Update on Ukrainian Law on Data Protection

The Law of Ukraine No. 2297-VI “On Protection of Personal Data”, dated June 1, 2010 (hereinafter the “PDP Law”) quietly came into force on January 1, 2011. Since then, it has undergone numerous revisions due to the bureaucracy’s inability to implement the strict provisions of the original text.

In the early stages of its legal force, numerous companies scrambled to register their personal databases in a timely manner, rendering a huge log-jam of registration applications with the State Service of Ukraine on Personal Data Protection. Soon, the government realized that the State Service simply was not capable of handling the enormous workload involved in registering various types of databases with personal information. This realization has brought about significant changes in the PDP Law, which will come into legal force on January 1, 2014.

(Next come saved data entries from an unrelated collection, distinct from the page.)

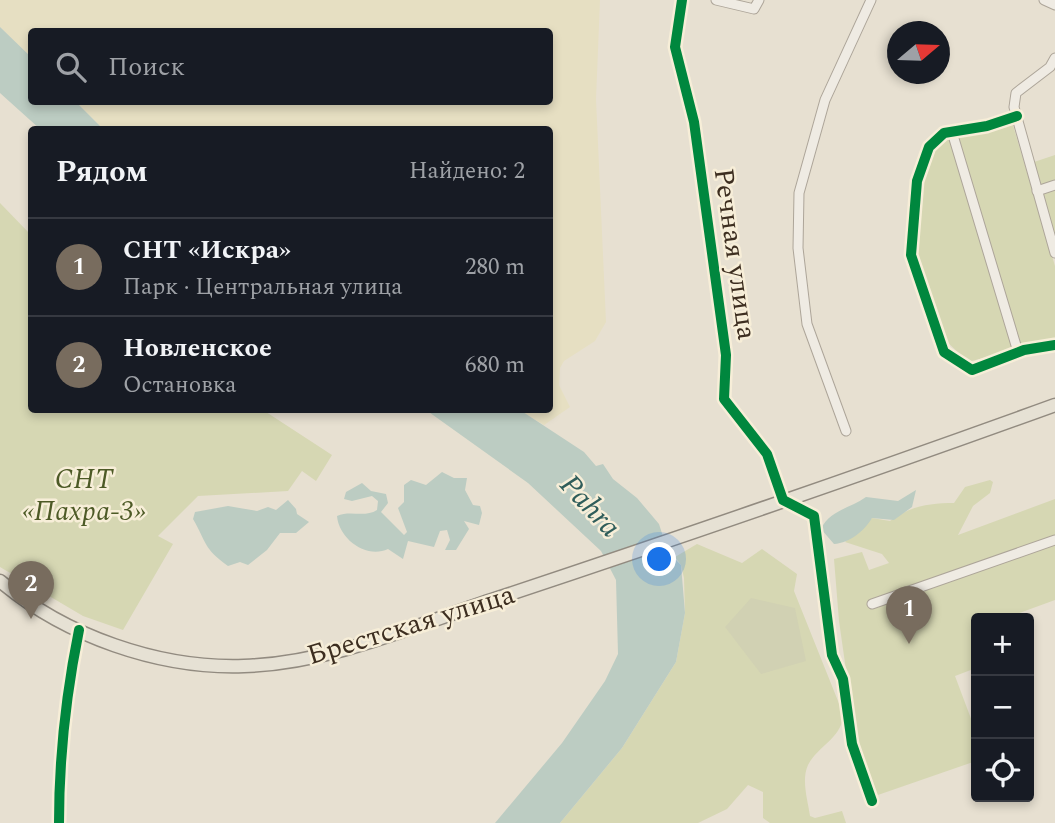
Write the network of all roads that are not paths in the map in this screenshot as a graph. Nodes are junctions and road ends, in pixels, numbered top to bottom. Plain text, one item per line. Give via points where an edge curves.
1 (682, 0) edge
2 (716, 0) edge
3 (759, 0) edge
4 (871, 0) edge
5 (1044, 0) edge
6 (1055, 5) edge
7 (1055, 58) edge
8 (1017, 116) junction
9 (952, 132) junction
10 (1055, 186) edge
11 (1037, 191) junction
12 (1054, 248) edge
13 (1055, 345) edge
14 (1018, 352) junction
15 (1055, 405) edge
16 (846, 431) dead end
17 (783, 500) junction
18 (1055, 540) edge
19 (0, 581) edge
20 (872, 604) dead end
21 (79, 631) junction
22 (872, 801) dead end
23 (59, 823) edge

1 - 17 street, Речная улица via 675,47 694,122 726,355 724,399 767,454
2 - 3 street via 754,9
4 - 16 street via 825,100 799,193 798,248 807,324
5 - 6 street
7 - 8 street via 1016,93
8 - 9 street
8 - 11 street
9 - 14 street
9 - 14 street via 929,146 917,181 911,255 925,303 944,352 972,370
10 - 11 street
11 - 12 street
13 - 14 street
15 - 17 main road, Брестская улица
17 - 21 main road, Брестская улица via 349,649 280,663 229,666 173,660
17 - 22 street via 814,516 832,655 843,679 852,744
18 - 20 street
19 - 21 main road, Брестская улица
21 - 23 street via 71,665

As a background, the PDP Law is based on the framework EU Directive 95/46/EC on the protection of individuals with regard to the processing of personal data and on the free movement of such data, but provides a more detailed legislative base for data protection in Ukraine. The good news is that by implementing the PDP Law, Ukraine showed signs of bringing its legislation into closer compliance with European standards, perhaps with the eventual hope of European integration. However, the PDP Law left open the usual questions of implementation and enforcement surrounding other Ukrainian laws.

With the above in mind, we will provide a brief overview of the data protection rules in Ukraine. Similar to Directive 95/46/EC, the PDP Law applies to data processed both by automated means and non-automated filing systems gathered by Ukrainian legal entities and natural persons. Personal data is defined under the PDP Law as information about an individual who may be specifically identified. The primary sources of information may be documents issued to an individual, documents signed by an individual and information provided by an individual about them. Late 2012 amendments to the PDP Law further clarified that the PDP Law does not apply to personal data processing performed by an individual exclusively for personal or consumer needs and to personal data processing performed by so-called “creative specialists” or journalists for professional purposes provided that a balance is maintained between the right to personal privacy and the right of self-expression. Notably, Directive 95/46/EC does not refer to the latter two categories.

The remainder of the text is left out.